> _REQUIRED WORK_
Below are the records. Count the lines containing the string "Kateri", and reply with the number alone.

BEGIN RECORDS FOR THIS EXERCISE

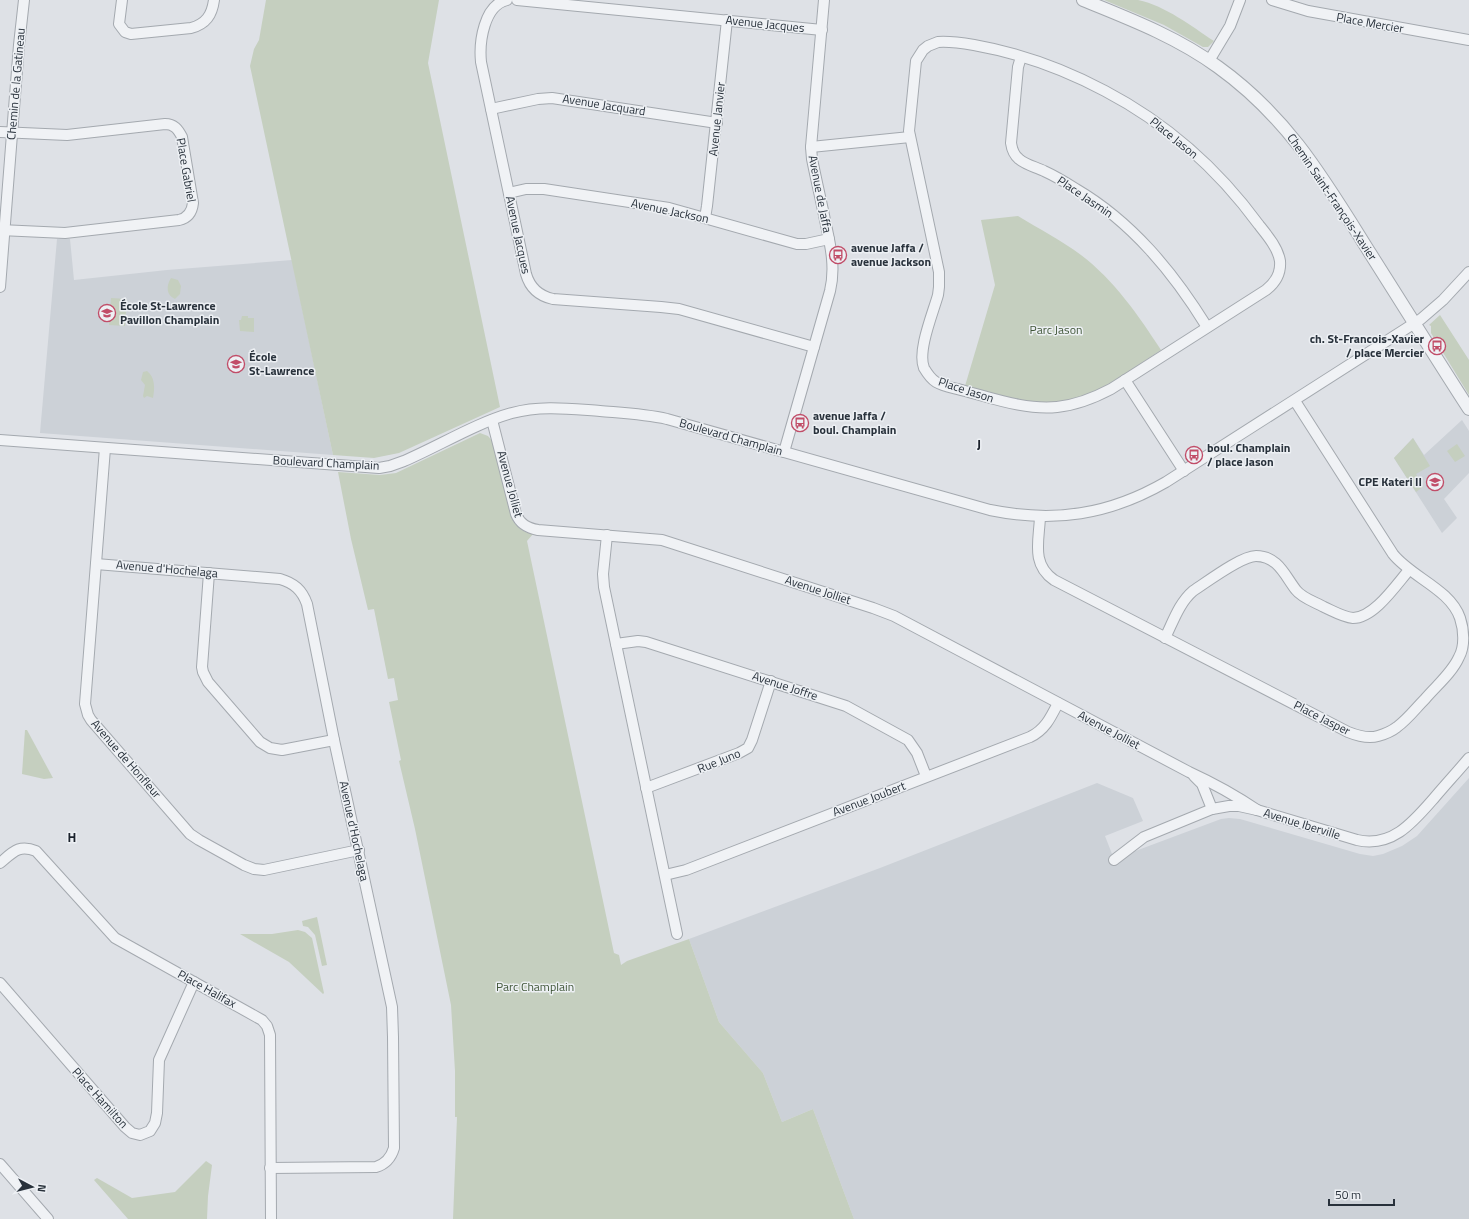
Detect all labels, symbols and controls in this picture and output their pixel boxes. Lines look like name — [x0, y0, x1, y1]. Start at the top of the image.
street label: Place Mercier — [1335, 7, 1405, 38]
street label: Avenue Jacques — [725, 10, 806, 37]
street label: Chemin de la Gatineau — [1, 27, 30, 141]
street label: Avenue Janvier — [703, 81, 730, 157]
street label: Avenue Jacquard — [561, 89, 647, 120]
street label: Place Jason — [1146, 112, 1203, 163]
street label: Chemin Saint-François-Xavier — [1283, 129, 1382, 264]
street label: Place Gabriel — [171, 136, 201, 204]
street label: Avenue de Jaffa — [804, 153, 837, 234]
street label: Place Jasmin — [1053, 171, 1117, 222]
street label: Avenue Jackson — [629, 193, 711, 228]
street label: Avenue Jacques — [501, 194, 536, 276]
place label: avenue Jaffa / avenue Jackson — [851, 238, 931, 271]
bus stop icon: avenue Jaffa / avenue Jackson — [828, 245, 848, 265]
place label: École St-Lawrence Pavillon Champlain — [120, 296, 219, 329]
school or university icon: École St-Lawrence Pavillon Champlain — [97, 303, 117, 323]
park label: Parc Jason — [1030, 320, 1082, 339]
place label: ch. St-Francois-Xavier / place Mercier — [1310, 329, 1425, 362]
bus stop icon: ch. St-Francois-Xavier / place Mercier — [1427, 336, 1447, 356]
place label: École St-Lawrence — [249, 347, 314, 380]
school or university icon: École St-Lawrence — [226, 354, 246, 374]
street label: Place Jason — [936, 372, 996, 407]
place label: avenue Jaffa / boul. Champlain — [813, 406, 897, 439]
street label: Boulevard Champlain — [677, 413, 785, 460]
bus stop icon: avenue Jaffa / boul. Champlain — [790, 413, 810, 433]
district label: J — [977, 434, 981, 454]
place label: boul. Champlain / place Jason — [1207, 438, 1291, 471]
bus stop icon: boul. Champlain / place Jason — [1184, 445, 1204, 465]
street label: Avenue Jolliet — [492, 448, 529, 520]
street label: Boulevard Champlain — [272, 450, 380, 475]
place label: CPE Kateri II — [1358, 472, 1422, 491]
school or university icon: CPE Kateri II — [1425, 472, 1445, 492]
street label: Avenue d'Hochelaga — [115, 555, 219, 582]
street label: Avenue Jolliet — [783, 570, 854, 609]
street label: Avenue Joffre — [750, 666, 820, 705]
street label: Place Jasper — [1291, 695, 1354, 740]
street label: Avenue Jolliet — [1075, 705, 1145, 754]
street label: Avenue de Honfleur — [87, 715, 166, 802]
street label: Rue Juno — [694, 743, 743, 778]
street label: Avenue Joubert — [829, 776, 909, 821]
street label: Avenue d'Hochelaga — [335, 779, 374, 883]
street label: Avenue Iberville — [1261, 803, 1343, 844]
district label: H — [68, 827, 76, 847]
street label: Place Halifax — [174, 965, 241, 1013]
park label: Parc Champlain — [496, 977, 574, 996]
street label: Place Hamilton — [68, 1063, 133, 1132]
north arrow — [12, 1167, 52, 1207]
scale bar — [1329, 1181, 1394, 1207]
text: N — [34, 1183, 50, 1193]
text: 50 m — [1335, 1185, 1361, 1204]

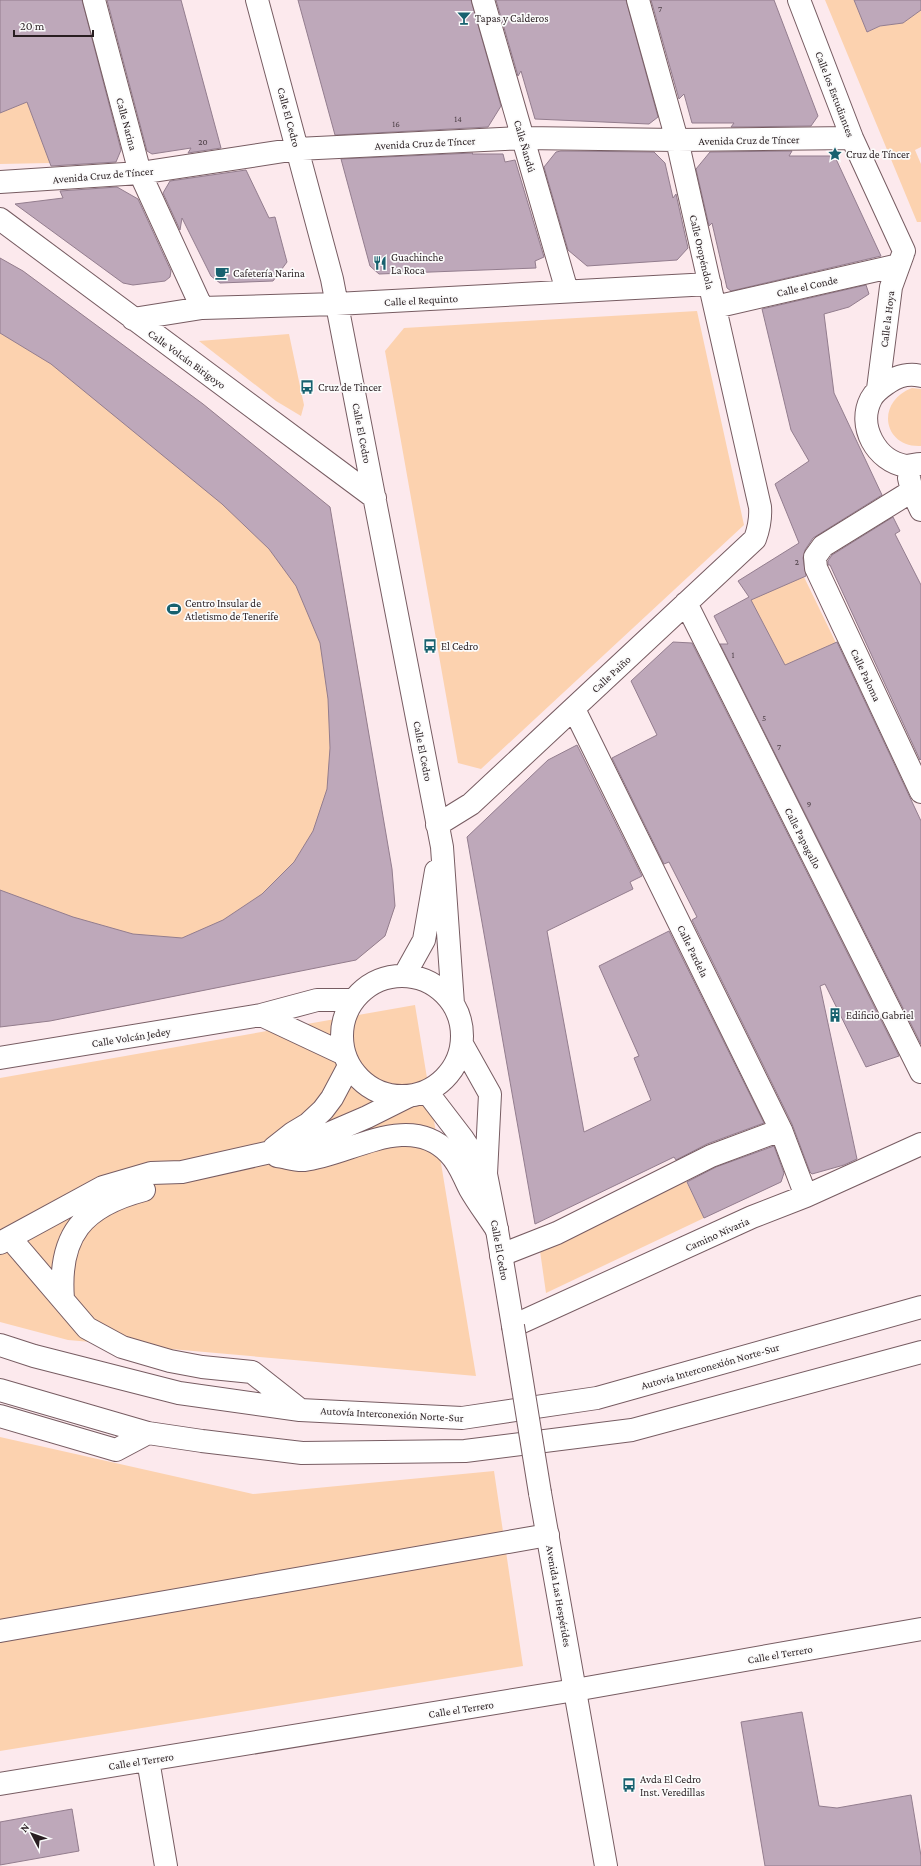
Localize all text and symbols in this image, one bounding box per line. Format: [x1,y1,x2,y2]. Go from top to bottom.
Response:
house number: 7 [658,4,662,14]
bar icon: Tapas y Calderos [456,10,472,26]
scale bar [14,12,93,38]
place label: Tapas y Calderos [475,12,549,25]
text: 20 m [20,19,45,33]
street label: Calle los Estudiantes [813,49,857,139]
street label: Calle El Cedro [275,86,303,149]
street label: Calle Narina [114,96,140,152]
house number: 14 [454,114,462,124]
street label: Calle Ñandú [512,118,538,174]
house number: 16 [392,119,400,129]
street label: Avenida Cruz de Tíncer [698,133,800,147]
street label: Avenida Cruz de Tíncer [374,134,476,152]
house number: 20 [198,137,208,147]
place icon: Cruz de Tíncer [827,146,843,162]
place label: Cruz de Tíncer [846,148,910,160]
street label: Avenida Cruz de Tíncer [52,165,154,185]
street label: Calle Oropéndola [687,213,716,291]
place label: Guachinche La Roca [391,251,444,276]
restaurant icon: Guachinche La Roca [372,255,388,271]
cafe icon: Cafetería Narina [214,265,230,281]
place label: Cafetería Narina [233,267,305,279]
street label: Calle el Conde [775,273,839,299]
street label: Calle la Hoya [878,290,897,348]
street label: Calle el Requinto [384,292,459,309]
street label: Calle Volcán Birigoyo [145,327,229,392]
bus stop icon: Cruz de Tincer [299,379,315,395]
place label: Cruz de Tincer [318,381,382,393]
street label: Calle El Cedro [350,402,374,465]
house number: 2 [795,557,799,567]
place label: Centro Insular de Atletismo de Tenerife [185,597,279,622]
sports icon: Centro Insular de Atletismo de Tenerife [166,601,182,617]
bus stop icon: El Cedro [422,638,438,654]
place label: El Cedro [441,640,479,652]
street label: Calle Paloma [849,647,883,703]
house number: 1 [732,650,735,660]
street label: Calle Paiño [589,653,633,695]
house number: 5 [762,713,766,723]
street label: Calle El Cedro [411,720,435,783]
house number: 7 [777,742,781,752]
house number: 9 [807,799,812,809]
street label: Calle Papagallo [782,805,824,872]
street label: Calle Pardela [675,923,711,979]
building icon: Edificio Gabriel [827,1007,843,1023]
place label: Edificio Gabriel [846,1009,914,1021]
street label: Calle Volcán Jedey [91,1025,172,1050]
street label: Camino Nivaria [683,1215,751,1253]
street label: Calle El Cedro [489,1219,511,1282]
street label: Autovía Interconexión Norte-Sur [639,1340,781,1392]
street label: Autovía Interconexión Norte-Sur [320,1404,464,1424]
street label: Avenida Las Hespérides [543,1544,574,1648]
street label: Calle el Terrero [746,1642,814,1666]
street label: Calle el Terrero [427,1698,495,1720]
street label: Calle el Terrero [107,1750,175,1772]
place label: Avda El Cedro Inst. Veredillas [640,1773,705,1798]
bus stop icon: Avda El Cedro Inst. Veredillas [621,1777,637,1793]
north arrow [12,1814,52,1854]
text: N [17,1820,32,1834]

END RECORDS FOR THIS EXERCISE

> _ANSWER SPACE_
2